Es una tarea difícil pero vital. Muchos de los aproximadamente 2,000 residentes son vulnerables o ancianos, usan servicios compartidos y están densamente apiñados en las cinco torres de la finca, lo que crea un entorno Covid-19 de alto riesgo.

La confianza en el gobierno, sin embargo, es baja. Muchos de los residentes son refugiados recién llegados.
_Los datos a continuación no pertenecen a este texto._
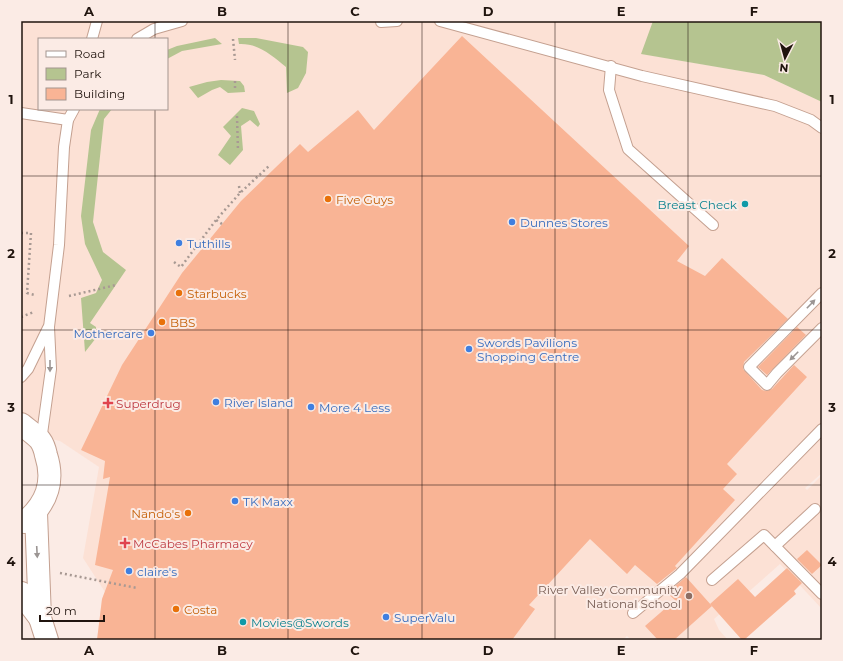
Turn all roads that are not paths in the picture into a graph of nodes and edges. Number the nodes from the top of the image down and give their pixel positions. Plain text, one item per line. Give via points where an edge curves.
1 (97, 21) edge
2 (182, 21) edge
3 (397, 21) edge
4 (440, 21) edge
5 (381, 22) edge
6 (92, 38) edge
7 (139, 38) edge
8 (611, 66) junction
9 (73, 110) edge
10 (21, 113) edge
11 (68, 120) junction
12 (822, 128) edge
13 (713, 225) dead end
14 (822, 293) edge
15 (49, 327) junction
16 (822, 328) edge
17 (21, 377) edge
18 (21, 424) edge
19 (822, 429) edge
20 (41, 441) junction
21 (815, 509) dead end
22 (28, 518) edge
23 (775, 546) junction
24 (712, 580) dead end
25 (21, 593) edge
26 (822, 594) edge
27 (633, 613) dead end
28 (40, 618) junction
29 (47, 640) edge

1 - 6 lane
2 - 7 lane via 154,29
3 - 5 lane
4 - 8 lane
8 - 12 lane via 775,106 810,120
8 - 13 lane via 609,90 628,149
9 - 11 lane
10 - 11 lane
11 - 15 lane via 59,245
16 -> 14 lane via 767,385 749,367
15 - 17 lane via 28,369
15 -> 20 lane via 51,369
18 - 20 main road
19 - 27 lane via 680,574
20 - 22 main road via 49,465 50,482 45,498
21 - 23 lane
22 -> 28 main road via 38,569
23 - 24 lane via 764,535
23 - 26 lane
25 - 28 main road
28 - 29 main road

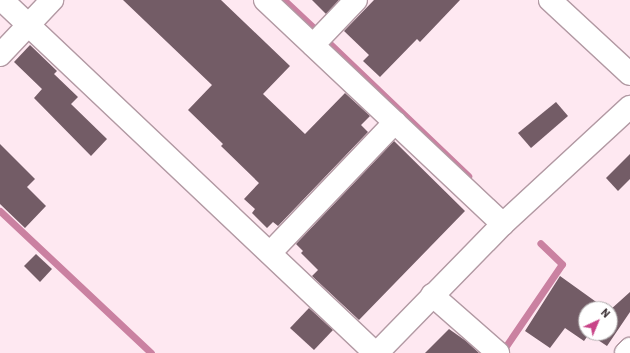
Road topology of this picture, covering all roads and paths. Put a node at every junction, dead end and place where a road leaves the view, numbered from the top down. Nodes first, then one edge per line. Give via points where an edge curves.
1 (2, 0) edge
2 (52, 0) edge
3 (265, 0) edge
4 (356, 0) edge
5 (550, 0) edge
6 (29, 25) junction
7 (312, 45) junction
8 (0, 55) edge
9 (630, 74) edge
10 (630, 107) edge
11 (394, 122) junction
12 (503, 224) junction
13 (270, 253) junction
14 (432, 294) junction
15 (630, 349) edge
16 (376, 353) edge
17 (498, 353) edge
18 (626, 353) edge

1 - 6 street
2 - 6 street
3 - 7 street
4 - 7 street
5 - 9 street
6 - 8 street
6 - 13 street
7 - 11 street
10 - 12 street
11 - 12 street
11 - 13 street
12 - 14 street
13 - 16 street
14 - 16 street
14 - 17 street
15 - 18 street

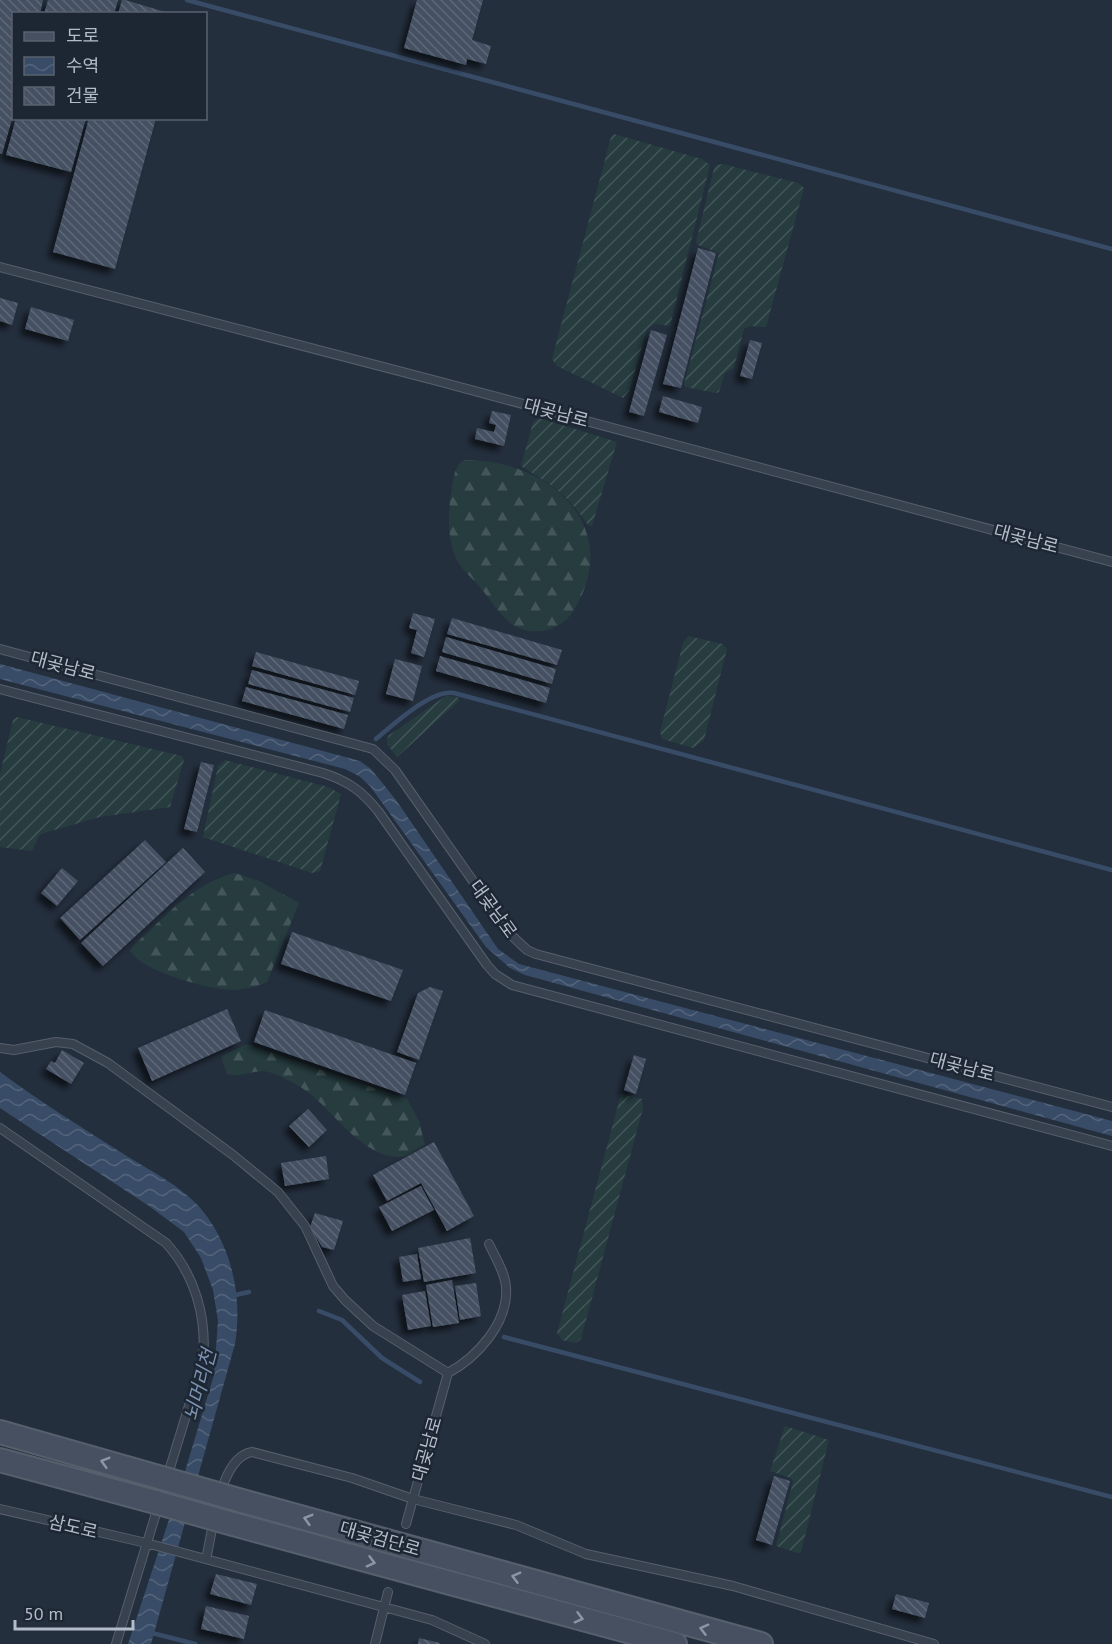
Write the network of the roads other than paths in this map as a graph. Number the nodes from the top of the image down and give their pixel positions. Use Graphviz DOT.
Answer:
graph roads {
  1 [pos="0,267"];
  2 [pos="1112,562"];
  3 [pos="0,649"];
  4 [pos="0,689"];
  5 [pos="0,1048"];
  6 [pos="1112,1107"];
  7 [pos="0,1128"];
  8 [pos="1112,1146"];
  9 [pos="489,1244"];
  10 [pos="448,1373"];
  11 [pos="0,1432"];
  12 [pos="0,1460"];
  13 [pos="413,1499"];
  14 [pos="0,1509"];
  15 [pos="406,1524"];
  16 [pos="150,1544"];
  17 [pos="206,1559"];
  18 [pos="388,1592"];
  19 [pos="384,1607"];
  20 [pos="116,1644"];
  21 [pos="375,1644"];
  22 [pos="485,1644"];
  23 [pos="675,1644"];
  24 [pos="761,1644"];
  25 [pos="934,1644"];
  1 -- 2 [label="lane, 대곶남로"];
  3 -- 6 [label="lane, 대곶남로"];
  4 -- 8 [label="lane, 대곶남로"];
  5 -- 10 [label="lane"];
  7 -- 16 [label="lane"];
  9 -- 10 [label="lane"];
  10 -- 13 [label="lane, 대곶남로"];
  24 -- 11 [label="main road, 대곶검단로, one-way, bridge"];
  12 -- 23 [label="main road, 대곶검단로, one-way, bridge"];
  13 -- 15 [label="lane, 대곶남로"];
  13 -- 17 [label="lane"];
  13 -- 25 [label="lane"];
  14 -- 16 [label="lane, 삼도로"];
  16 -- 17 [label="lane, 삼도로"];
  16 -- 20 [label="lane"];
  17 -- 19 [label="lane, 삼도로"];
  18 -- 19 [label="lane"];
  19 -- 21 [label="lane"];
  19 -- 22 [label="lane, 삼도로"];
}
Sus experiencias a menudo han erosionado la fe en el estado.

De manera lenta pero segura, el equipo de North Richmond Community Health ha trabajado para fomentar el compromiso y la confianza.

Tanto es así que para cuando el envío de vacunas del gobierno federal debía ser entregado al equipo, en la semana del 22 de marzo, los residentes estaban listos para la vacuna.

Se reservaron las clínicas, se identificaron entre 800 y 1,000 clientes elegibles, y el equipo estimó que podría administrar al menos 400 dosis a la semana, sirviendo tanto a los residentes de la torre como a la comunidad en general como proveedor registrado a través de la fase 1b del despliegue.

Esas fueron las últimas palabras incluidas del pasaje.